Mit dieser Art beschäftige ich mich erst seit zwei Jahren, daher habe ich noch nicht so viele Exemplare gesammelt. Was ich aber sagen kann, dass sie sehr gesund sind, absolut frosthart und gut geeignet um sich in Strauchrosen zu schlängeln. Staudenclematis werden sie übrigens deswegen genannt, weil sie im Winter oberhalb des Erdbodens komplett absterben und im Frühjahr wieder neu austreiben.
Anders als die Viticella Clematiden oder die Hybriden, haben Staudenclematis keine Rankorgane und müssen etwas aufgebunden werden.
Es gibt sie in zahlreichen Höhenvariationen von 40cm bis über 2,5m...ihr seht also, ein weites Feld!
Drei Exemplare stelle ich euch vor:
Meine erste Staudenclematis ist die Clem. integrifolia "Juuli"
Eine wunderschöne, sehr früh blühenede Art, die bereits Ende Mai das erste Mal blüht.

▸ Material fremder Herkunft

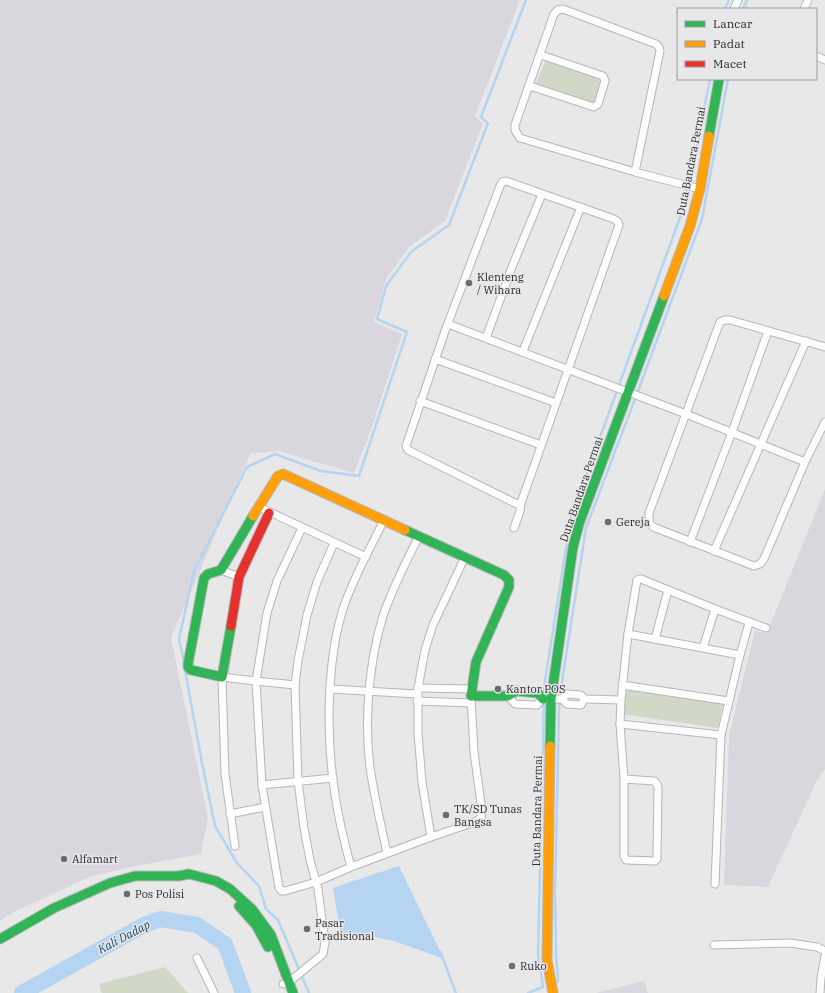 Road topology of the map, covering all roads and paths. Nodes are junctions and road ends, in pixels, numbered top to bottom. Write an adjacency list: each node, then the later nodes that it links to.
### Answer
1 (540, 55): 3 (street); 3 (street); 4 (street)
2 (718, 80): 5 (street, Duta Bandara Permai)
3 (530, 86): 4 (street)
4 (635, 172): 5 (street)
5 (697, 188): 16 (street, Duta Bandara Permai)
6 (542, 194): 7 (street); 8 (street); 10 (street)
7 (581, 207): 13 (street); 15 (street)
8 (448, 324): 10 (street); 14 (street)
9 (768, 331): 11 (street); 19 (street); 21 (street)
10 (486, 338): 13 (street)
11 (806, 341): 12 (street); 22 (street)
12 (825, 347)
13 (523, 352): 15 (street)
14 (435, 360): 17 (street); 18 (street)
15 (569, 370): 16 (street); 18 (street)
16 (628, 392): 19 (street); 55 (street, Duta Bandara Permai)
17 (420, 401): 23 (street); 25 (street)
18 (556, 403): 23 (street)
19 (686, 414): 21 (street); 32 (street)
20 (825, 422): 24 (street)
21 (732, 432): 22 (street); 32 (street)
22 (761, 443): 24 (street); 34 (street)
23 (542, 445): 25 (street)
24 (806, 462): 34 (street)
25 (521, 503): 30 (street)
26 (259, 508): 27 (street); 28 (street); 37 (street)
27 (269, 513): 29 (street); 38 (street)
28 (384, 520): 31 (street); 35 (street)
29 (302, 528): 33 (street); 48 (street)
30 (514, 528)
31 (419, 536): 36 (street); 52 (street)
32 (690, 542): 34 (street)
33 (334, 543): 35 (street); 50 (street)
34 (714, 551)
35 (366, 557): 51 (street)
36 (465, 557): 53 (street); 54 (street)
37 (221, 570): 38 (street); 47 (street)
38 (239, 577): 47 (street)
39 (668, 590): 40 (street); 43 (street); 44 (street)
40 (715, 609): 41 (street); 45 (street)
41 (749, 623): 42 (street); 46 (street)
42 (766, 628)
43 (628, 634): 44 (street); 49 (street)
44 (655, 639): 45 (street)
45 (703, 648): 46 (street)
46 (740, 655): 57 (street)
47 (222, 677): 48 (street); 65 (street)
48 (256, 681): 50 (street); 63 (street)
49 (622, 684): 56 (street); 57 (street)
50 (295, 685): 62 (street)
51 (330, 689): 52 (street); 60 (street)
52 (370, 691): 53 (street); 68 (street)
53 (417, 695): 54 (street); 54 (street); 66 (street)
54 (471, 696): 55 (street); 66 (street)
55 (551, 699): 56 (street); 78 (street, Duta Bandara Permai)
56 (621, 700): 58 (street)
57 (729, 701): 59 (street)
58 (620, 724): 59 (street); 61 (street)
59 (721, 735): 71 (street)
60 (333, 778): 62 (street); 69 (street)
61 (624, 779): 61 (street)
62 (298, 781): 63 (street); 70 (street)
63 (262, 785): 64 (street)
64 (265, 807): 65 (street); 70 (street)
65 (230, 814): 67 (street)
66 (431, 837): 68 (street)
67 (235, 846)
68 (388, 853): 69 (street)
69 (351, 867): 70 (street)
70 (316, 882): 77 (street)
71 (716, 884)
72 (0, 939): 77 (street)
73 (714, 945): 74 (street)
74 (825, 951)
75 (825, 956): 81 (street)
76 (197, 958): 79 (street)
77 (286, 987): 80 (street)
78 (552, 987)
79 (214, 993)
80 (293, 993)
81 (820, 993)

Sie hat hellblaue Blüten, die erst eine Glöckchenform haben und sich später ganz öffnen.

Eine besonders empfehlenswerte Sorte ist die Clematis texensis "Princess Diana"
Die Texensis zählen zwar nicht ofiziell zu den Stauden, verhalten sich aber so ;-)
Die Diana zeichnet besonders ihre Hitzefestigkeit aus, sie mag trockene, sonnige Standorte besonders gerne.

Letztes Jahr auf dem Pflanzenmarkt am Kiekeberg hab ich die Clematis integrifolia "New Hendersonii"
bei Westphal erstanden. Eine ca. 1,3m hoch werdende Staude mit blau/violetten, großen Blüten.
Sie soll in meine englische Rose "The Pilgrim" hinein wachsen...mal sehen, wie es gelingt.

Zum Thema Staudenclematis gibt es Hier zwei sehr informative Filme !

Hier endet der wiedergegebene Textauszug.